--- Given records ---
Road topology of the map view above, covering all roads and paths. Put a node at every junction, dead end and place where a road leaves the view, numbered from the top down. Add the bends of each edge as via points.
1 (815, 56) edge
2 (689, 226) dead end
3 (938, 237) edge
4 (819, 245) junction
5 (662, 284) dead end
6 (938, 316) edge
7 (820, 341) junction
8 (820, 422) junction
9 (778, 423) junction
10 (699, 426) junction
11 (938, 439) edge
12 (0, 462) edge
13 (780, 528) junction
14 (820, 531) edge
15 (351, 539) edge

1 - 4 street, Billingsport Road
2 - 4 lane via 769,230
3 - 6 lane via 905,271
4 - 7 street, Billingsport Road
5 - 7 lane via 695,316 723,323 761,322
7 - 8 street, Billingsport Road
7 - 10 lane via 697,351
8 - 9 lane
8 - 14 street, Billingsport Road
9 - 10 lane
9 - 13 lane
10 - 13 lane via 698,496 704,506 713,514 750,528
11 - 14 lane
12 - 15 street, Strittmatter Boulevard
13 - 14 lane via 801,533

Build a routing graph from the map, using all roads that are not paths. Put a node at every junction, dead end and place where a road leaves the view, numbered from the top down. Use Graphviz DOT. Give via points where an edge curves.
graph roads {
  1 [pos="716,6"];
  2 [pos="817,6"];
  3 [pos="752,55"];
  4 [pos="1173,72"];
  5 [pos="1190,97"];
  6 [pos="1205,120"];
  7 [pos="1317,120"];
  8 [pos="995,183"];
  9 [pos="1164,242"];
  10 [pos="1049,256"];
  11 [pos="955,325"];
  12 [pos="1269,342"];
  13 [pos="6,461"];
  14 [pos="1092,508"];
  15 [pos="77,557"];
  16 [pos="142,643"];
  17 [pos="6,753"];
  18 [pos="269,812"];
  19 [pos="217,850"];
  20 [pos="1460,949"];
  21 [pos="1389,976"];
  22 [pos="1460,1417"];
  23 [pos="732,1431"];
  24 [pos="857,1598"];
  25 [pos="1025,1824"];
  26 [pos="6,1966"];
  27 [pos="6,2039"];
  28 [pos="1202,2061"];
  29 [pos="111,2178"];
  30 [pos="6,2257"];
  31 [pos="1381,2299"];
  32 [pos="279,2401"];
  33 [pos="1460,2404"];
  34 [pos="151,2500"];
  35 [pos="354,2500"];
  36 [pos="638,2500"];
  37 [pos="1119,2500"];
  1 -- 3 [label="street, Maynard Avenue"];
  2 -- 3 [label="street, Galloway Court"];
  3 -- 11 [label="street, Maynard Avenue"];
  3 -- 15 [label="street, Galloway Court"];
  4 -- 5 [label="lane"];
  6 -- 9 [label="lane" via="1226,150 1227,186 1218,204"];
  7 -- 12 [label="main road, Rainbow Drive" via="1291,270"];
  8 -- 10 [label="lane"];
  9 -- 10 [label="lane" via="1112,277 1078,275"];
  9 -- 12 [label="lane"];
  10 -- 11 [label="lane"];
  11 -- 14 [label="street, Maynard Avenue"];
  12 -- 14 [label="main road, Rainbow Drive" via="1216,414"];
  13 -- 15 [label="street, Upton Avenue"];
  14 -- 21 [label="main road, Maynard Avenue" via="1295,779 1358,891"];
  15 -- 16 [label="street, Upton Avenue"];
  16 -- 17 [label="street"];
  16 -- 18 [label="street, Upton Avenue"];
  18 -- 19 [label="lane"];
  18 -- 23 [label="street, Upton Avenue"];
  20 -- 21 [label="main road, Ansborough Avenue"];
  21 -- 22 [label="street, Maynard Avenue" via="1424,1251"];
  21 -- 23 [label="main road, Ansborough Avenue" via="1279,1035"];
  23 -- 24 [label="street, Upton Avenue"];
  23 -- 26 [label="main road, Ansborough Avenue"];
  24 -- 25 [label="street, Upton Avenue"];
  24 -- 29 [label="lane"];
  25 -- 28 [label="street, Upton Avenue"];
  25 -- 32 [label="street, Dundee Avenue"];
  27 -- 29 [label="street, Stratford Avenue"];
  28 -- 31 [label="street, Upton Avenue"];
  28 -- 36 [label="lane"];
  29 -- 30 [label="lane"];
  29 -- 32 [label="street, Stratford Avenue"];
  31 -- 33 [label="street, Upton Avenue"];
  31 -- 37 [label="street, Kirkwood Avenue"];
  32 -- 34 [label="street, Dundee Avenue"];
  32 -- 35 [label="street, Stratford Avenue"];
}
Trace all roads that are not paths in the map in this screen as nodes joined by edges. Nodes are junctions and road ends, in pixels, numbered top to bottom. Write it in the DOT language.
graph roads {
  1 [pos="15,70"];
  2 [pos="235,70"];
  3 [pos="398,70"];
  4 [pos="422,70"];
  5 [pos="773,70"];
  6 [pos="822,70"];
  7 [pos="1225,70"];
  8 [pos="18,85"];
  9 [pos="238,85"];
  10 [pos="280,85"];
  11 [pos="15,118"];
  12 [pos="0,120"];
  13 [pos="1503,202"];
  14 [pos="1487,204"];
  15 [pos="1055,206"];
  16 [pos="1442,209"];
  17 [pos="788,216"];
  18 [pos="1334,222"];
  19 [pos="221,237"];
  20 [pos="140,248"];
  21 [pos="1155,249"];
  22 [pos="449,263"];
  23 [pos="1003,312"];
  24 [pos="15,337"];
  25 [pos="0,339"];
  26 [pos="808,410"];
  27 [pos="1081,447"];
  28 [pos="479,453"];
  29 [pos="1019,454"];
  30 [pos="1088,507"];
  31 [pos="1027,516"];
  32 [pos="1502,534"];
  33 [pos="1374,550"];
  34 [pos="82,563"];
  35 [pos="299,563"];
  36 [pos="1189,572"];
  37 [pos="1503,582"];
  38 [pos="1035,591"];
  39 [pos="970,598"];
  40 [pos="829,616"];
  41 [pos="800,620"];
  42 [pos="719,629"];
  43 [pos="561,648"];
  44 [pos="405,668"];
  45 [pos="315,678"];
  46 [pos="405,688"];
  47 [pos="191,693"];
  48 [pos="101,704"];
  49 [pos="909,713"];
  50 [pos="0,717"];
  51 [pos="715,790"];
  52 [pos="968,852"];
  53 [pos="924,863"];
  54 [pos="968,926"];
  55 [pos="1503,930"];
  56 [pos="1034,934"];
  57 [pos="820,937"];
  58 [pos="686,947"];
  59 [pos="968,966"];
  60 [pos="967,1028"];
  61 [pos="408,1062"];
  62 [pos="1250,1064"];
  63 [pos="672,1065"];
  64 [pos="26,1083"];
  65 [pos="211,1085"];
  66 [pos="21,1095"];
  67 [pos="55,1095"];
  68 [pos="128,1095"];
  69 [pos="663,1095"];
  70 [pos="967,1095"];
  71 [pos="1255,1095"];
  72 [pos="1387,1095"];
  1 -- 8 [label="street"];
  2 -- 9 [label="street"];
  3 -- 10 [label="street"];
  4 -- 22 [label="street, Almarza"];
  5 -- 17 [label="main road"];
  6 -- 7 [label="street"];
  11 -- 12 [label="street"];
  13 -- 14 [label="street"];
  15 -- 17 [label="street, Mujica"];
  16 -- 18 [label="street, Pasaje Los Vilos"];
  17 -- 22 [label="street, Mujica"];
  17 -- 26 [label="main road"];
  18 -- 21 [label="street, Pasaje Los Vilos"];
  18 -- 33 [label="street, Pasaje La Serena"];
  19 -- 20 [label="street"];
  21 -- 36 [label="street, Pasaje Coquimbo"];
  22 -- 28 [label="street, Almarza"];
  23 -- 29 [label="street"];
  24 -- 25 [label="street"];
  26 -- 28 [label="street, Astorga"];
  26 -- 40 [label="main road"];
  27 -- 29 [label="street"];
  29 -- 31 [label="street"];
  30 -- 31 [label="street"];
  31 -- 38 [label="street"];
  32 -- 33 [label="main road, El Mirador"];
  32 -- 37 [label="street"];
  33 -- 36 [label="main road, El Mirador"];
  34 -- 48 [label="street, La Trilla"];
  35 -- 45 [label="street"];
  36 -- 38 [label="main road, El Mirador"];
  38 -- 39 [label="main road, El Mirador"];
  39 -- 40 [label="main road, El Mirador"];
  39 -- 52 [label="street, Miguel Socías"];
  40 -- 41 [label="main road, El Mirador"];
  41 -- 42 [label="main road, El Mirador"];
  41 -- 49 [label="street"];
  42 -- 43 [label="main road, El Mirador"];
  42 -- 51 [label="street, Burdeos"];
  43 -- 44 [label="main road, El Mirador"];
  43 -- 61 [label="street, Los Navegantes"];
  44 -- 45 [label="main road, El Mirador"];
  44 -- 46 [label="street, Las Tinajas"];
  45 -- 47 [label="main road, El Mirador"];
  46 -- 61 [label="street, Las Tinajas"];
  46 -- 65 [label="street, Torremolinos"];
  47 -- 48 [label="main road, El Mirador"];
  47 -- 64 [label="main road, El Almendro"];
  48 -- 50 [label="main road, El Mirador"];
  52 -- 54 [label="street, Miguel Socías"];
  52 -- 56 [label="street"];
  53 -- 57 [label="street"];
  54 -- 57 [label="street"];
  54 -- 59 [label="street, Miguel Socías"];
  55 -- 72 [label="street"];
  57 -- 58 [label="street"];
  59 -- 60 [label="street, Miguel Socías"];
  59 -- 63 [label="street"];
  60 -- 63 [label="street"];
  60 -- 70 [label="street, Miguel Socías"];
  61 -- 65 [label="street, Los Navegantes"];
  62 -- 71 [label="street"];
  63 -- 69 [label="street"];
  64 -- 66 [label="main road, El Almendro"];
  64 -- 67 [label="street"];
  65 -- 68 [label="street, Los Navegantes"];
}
---
→ **Exercise**: Go line by line through the data and copy any that contain "where".

→ **Exercise answer**:
Road topology of the map view above, covering all roads and paths. Put a node at every junction, dead end and place where a road leaves the view, numbered from the top down. Add the bends of each edge as via points.
Build a routing graph from the map, using all roads that are not paths. Put a node at every junction, dead end and place where a road leaves the view, numbered from the top down. Use Graphviz DOT. Give via points where an edge curves.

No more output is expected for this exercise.